Ok, one last quick one. On 13 October, Uncle complained about ABC’s TV news because it reported that attacks against US forces in Iraq were increasing. He thinks they’re wrong, because on 6 October, military officials said the number of attacks was not increasing. Whether the scale of the attacks was increasing, as the resistance began to use bombs rather than light arms, was not addressed. In any case, a week’s a long time in Iraq, though, and another ABC report claims that on 14 October the Coalition Provisional Authority’s own security briefings indicated “that attacks on US soldiers ‘continue to increase’.” If it’s good enough for the US military, surely it’s good enough for our Uncle?
I’m going to have to stop doing this, or I’ll be here for ever. Uncle calls for fairness and accuracy, but doesn’t appear to know what those things are. He criticises Maxine McKew for her characterisation of US Lieutenant-General William Boykin. She said:
… this is something I saw on the front page of the ‘Sydney Morning Herald’.
Why wouldn’t Muslims perhaps think in the way Dr Mahathir does when they see that a that a senior Pentagon general, US General William Boykin, says he believes he’s on a mission from God, as he says against radical Islamists because he wants to protect America’s Judeo-Christian tradition.
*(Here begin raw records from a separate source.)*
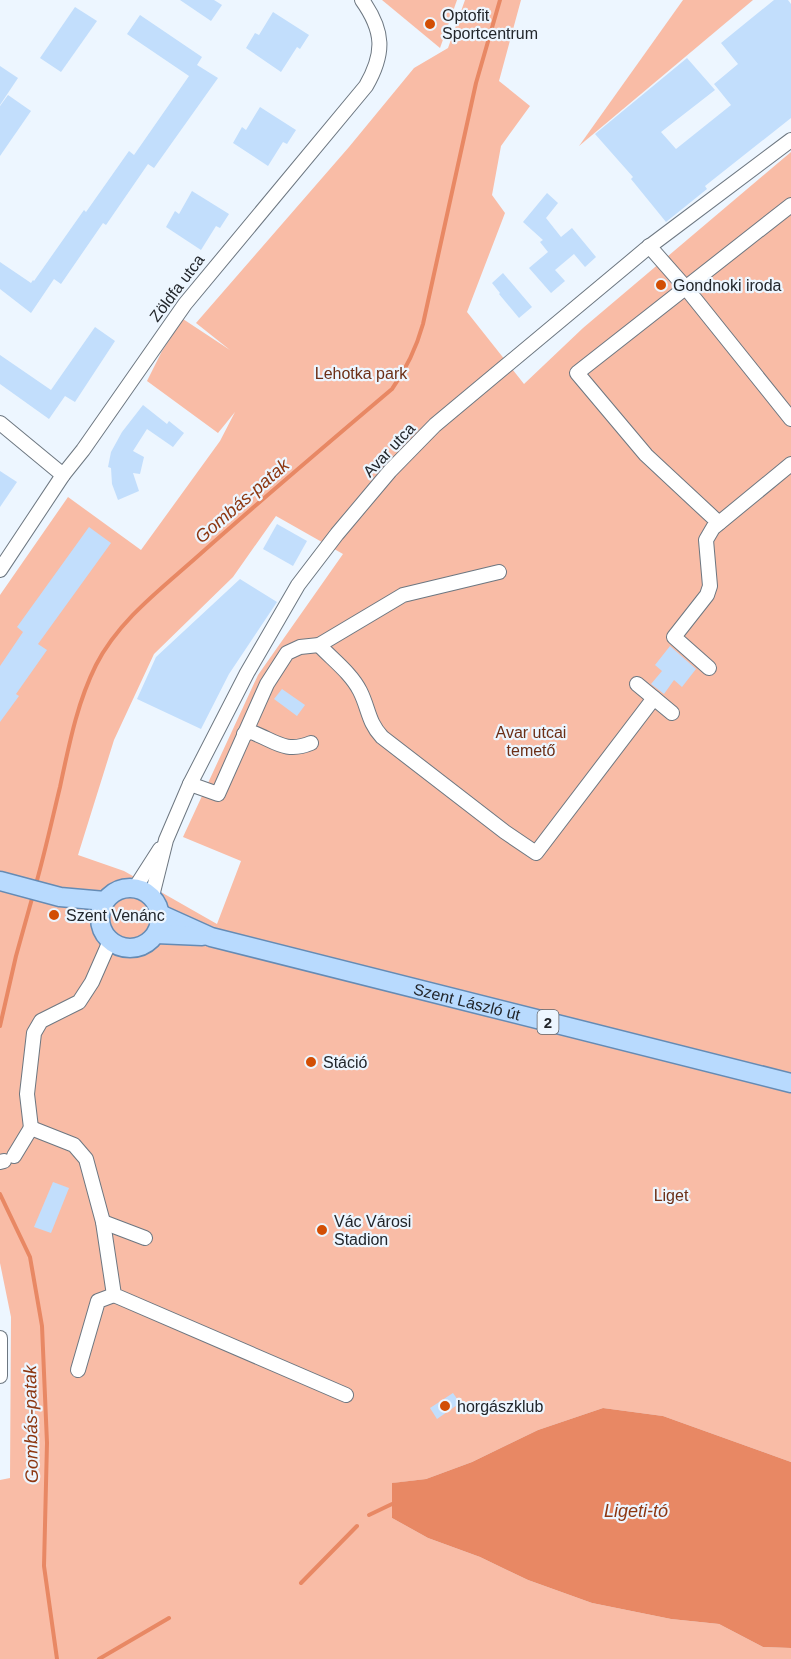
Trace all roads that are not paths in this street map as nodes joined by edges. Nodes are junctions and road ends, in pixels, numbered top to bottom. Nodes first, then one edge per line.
1 (362, 0) edge
2 (791, 140) edge
3 (791, 205) edge
4 (649, 246) junction
5 (686, 288) junction
6 (791, 419) edge
7 (0, 423) edge
8 (791, 464) edge
9 (63, 475) junction
10 (719, 523) junction
11 (0, 570) edge
12 (499, 572) dead end
13 (319, 645) junction
14 (709, 668) dead end
15 (247, 673) junction
16 (267, 684) junction
17 (637, 684) dead end
18 (654, 698) junction
19 (672, 713) dead end
20 (244, 734) junction
21 (311, 742) dead end
22 (190, 784) junction
23 (166, 840) junction
24 (4, 882) edge
25 (135, 888) junction
26 (152, 896) junction
27 (60, 897) junction
28 (105, 901) junction
29 (160, 914) junction
30 (100, 922) junction
31 (156, 934) junction
32 (211, 937) junction
33 (110, 940) junction
34 (791, 1083) edge
35 (31, 1128) junction
36 (6, 1160) edge
37 (103, 1222) junction
38 (145, 1238) dead end
39 (114, 1295) junction
40 (0, 1338) edge
41 (78, 1370) dead end
42 (0, 1376) edge
43 (346, 1395) dead end

1 - 9 street, Zöldfa utca
2 - 4 street, Avar utca
3 - 5 street
4 - 5 street
4 - 15 street, Avar utca
5 - 6 street
5 - 10 street
7 - 9 street
8 - 10 street
9 - 11 street, Zöldfa utca
10 - 14 street
12 - 13 street
13 - 16 street
13 - 18 street
15 - 16 street
15 - 22 street, Avar utca
16 - 20 street
17 - 18 street
18 - 19 street
20 - 21 street
20 - 22 street
22 - 23 street, Avar utca
23 - 25 street
23 - 26 street, Avar utca
24 - 27 main road
25 - 26 main road
25 - 28 main road
26 - 29 main road
27 - 28 main road
27 - 30 main road
28 - 30 main road
29 - 31 main road
29 - 32 main road, 2
30 - 33 main road
31 - 32 main road, 2
31 - 33 main road
32 - 34 main road, Szent László út / 2
33 - 35 street
35 - 36 street
35 - 37 street
37 - 38 street
37 - 39 street
39 - 41 street
39 - 43 street
40 - 42 street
If this is not anything but a crude recall of the crusades, I don’t know what it is.
Uncle tells us:
This is what Boykin said:
Speaking in uniform before a Christian group in June, Boykin claimed “radical Islamists” hate America “because we’re a Christian nation, because our foundation and our roots are Judeo-Christian…and the enemy is a guy named Satan.”
Well, yes and no. If Uncle had followed McKew’s reference and looked up the relevant article in the Sydney Morning Herald, he would know that Boykin has regularly said a lot more:
In June, General Boykin told a religious group in Oregon that radical Islamists hated the US “because we’re a Christian nation, because our foundation and our roots are Judeo-Christian . . . and the enemy is a guy named Satan”.
Of his role in the battle against a Muslim warlord in Somalia, he told another audience: “I knew my God was bigger than his. I knew that my God was a real God and his was an idol.”
Last year, he said: “We in the army of God, in the house of God, kingdom of God, have been raised for such a time as this.” He has also said of President George Bush: “He’s in the White House because God put him there.”
Claiming to be “in the army of God” when fighting a Muslim enemy is definitely “a crude recall of the crusades”.
But even if you accept Uncle’s apologia for Boykin, his indictment of Kevin Rudd is hardly fair. When Rudd said, “General Boykin should be sent on gardening leave,” Uncle claims he caved in to McKew and isn’t up to his job. But when the Liberal Member for Flinders, Greg Hunt, says “I think the General Boykin’s comments are just as silly and repugnant as those made by Dr Mahathir,” Uncle is mute.
All we’re asking for is even-handed coverage. Right, Uncle?